(Records contained in a dataset)

.....

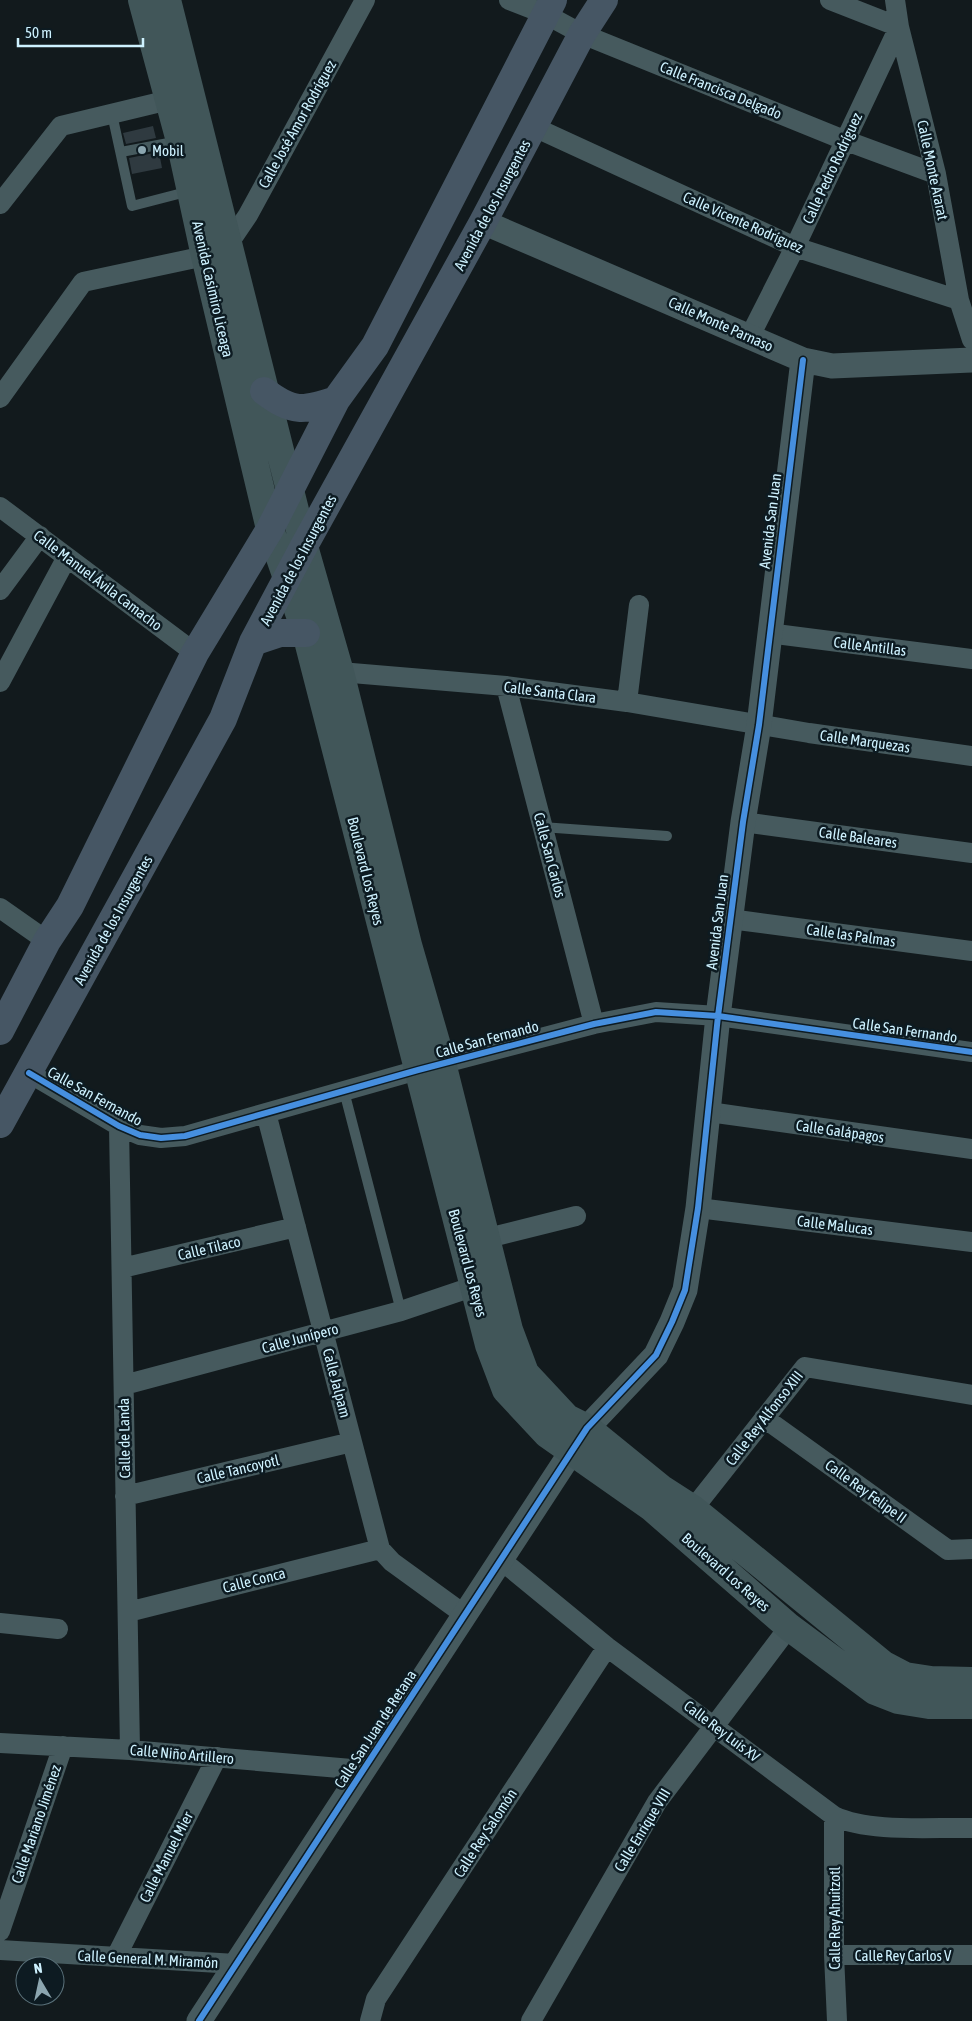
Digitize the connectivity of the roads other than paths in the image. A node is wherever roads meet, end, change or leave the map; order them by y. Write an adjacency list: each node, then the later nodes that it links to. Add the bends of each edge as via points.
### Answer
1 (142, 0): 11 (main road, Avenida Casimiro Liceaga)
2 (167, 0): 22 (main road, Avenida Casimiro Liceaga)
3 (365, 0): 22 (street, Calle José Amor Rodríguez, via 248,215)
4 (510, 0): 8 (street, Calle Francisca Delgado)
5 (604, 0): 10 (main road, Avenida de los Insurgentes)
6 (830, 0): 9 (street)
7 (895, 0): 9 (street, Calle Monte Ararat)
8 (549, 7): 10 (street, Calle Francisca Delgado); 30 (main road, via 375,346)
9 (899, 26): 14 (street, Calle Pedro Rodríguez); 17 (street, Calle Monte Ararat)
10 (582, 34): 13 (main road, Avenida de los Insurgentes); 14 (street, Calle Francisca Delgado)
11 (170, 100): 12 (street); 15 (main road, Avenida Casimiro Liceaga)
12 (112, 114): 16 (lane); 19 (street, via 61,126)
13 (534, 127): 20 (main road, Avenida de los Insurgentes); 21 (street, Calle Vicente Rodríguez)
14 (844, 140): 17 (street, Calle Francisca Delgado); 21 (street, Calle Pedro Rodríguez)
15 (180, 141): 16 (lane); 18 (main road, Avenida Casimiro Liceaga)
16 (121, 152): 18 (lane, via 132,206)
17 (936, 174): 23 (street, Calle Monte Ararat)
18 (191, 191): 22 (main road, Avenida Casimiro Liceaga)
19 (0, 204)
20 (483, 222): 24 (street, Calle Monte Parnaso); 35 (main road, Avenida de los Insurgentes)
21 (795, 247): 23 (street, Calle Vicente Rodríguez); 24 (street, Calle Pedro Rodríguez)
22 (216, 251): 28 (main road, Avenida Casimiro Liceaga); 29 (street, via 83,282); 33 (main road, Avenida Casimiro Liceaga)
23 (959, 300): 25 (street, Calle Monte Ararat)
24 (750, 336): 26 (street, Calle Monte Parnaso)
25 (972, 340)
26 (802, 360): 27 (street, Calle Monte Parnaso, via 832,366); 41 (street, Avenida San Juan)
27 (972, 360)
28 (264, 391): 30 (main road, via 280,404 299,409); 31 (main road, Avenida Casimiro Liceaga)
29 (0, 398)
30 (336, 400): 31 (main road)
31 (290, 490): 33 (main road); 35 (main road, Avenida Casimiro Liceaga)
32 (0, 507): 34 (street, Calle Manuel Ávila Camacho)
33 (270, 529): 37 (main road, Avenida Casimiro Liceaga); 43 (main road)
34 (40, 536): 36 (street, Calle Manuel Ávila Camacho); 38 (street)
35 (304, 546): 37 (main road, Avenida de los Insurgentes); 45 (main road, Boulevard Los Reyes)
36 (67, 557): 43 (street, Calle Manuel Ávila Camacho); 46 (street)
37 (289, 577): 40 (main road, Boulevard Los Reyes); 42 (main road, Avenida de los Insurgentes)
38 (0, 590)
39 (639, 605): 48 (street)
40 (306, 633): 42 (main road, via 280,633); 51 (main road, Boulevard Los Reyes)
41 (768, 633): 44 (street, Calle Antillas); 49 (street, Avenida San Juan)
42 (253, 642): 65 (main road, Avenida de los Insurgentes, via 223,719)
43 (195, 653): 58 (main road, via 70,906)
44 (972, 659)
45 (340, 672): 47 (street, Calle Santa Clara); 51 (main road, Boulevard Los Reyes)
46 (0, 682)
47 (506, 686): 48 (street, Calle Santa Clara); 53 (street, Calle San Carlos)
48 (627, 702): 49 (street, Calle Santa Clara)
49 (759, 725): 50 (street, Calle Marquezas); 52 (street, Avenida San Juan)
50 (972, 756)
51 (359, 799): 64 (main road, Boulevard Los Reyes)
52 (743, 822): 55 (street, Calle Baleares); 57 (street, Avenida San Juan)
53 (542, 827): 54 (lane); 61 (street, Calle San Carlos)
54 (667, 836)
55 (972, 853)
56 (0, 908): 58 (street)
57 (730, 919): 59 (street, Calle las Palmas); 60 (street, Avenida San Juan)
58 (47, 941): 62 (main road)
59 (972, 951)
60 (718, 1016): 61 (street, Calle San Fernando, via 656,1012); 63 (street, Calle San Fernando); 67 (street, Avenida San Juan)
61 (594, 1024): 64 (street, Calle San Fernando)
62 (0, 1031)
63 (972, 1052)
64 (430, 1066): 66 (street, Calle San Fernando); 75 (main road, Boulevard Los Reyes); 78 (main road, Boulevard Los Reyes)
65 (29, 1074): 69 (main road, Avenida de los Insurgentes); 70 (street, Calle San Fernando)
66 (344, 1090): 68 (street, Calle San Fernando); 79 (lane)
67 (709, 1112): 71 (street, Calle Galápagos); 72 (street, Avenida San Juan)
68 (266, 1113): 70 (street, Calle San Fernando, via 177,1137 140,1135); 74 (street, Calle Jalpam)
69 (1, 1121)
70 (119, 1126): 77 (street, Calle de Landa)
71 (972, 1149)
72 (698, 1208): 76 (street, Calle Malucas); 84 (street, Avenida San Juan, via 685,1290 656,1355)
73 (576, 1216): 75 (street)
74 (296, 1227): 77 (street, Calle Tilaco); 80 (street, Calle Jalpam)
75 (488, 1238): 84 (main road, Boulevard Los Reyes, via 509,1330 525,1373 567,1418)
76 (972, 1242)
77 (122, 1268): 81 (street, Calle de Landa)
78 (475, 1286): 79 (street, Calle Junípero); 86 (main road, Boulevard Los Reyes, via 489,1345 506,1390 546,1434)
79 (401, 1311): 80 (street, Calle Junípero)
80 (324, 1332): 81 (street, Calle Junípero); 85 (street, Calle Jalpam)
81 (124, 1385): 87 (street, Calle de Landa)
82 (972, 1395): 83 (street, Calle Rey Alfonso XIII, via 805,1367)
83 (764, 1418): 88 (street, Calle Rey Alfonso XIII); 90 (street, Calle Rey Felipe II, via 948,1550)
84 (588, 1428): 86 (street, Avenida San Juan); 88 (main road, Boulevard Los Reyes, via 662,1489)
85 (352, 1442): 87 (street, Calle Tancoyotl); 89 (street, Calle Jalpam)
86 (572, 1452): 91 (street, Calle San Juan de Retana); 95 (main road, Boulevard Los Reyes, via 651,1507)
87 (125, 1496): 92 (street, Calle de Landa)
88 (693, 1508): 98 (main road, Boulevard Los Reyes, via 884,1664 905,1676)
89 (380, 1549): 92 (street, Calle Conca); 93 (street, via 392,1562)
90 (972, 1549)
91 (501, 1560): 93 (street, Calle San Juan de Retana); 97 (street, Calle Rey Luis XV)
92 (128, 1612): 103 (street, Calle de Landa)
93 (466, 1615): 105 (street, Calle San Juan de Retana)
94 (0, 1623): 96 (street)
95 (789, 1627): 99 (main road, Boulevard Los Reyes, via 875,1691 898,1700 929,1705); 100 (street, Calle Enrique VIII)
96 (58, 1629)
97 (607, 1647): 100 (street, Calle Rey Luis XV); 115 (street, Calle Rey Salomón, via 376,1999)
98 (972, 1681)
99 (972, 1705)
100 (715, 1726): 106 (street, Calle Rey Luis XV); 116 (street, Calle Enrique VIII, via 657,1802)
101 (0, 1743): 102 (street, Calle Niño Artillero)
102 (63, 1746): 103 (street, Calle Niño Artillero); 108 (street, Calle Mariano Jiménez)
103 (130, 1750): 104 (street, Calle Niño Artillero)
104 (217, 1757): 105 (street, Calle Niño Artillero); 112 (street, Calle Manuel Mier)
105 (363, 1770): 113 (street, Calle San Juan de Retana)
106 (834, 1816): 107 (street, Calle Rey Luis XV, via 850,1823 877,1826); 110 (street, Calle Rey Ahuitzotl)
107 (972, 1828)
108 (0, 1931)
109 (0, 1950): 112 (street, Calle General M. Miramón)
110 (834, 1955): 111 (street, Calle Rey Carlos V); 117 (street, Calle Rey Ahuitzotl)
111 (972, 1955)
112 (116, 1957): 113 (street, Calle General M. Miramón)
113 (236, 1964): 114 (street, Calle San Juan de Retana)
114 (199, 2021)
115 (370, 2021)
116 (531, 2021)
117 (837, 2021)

.....

= Directions for this task =
Look over the records. Copy the lines that include the word "Camacho".

= Solution =
32 (0, 507): 34 (street, Calle Manuel Ávila Camacho)
34 (40, 536): 36 (street, Calle Manuel Ávila Camacho); 38 (street)
36 (67, 557): 43 (street, Calle Manuel Ávila Camacho); 46 (street)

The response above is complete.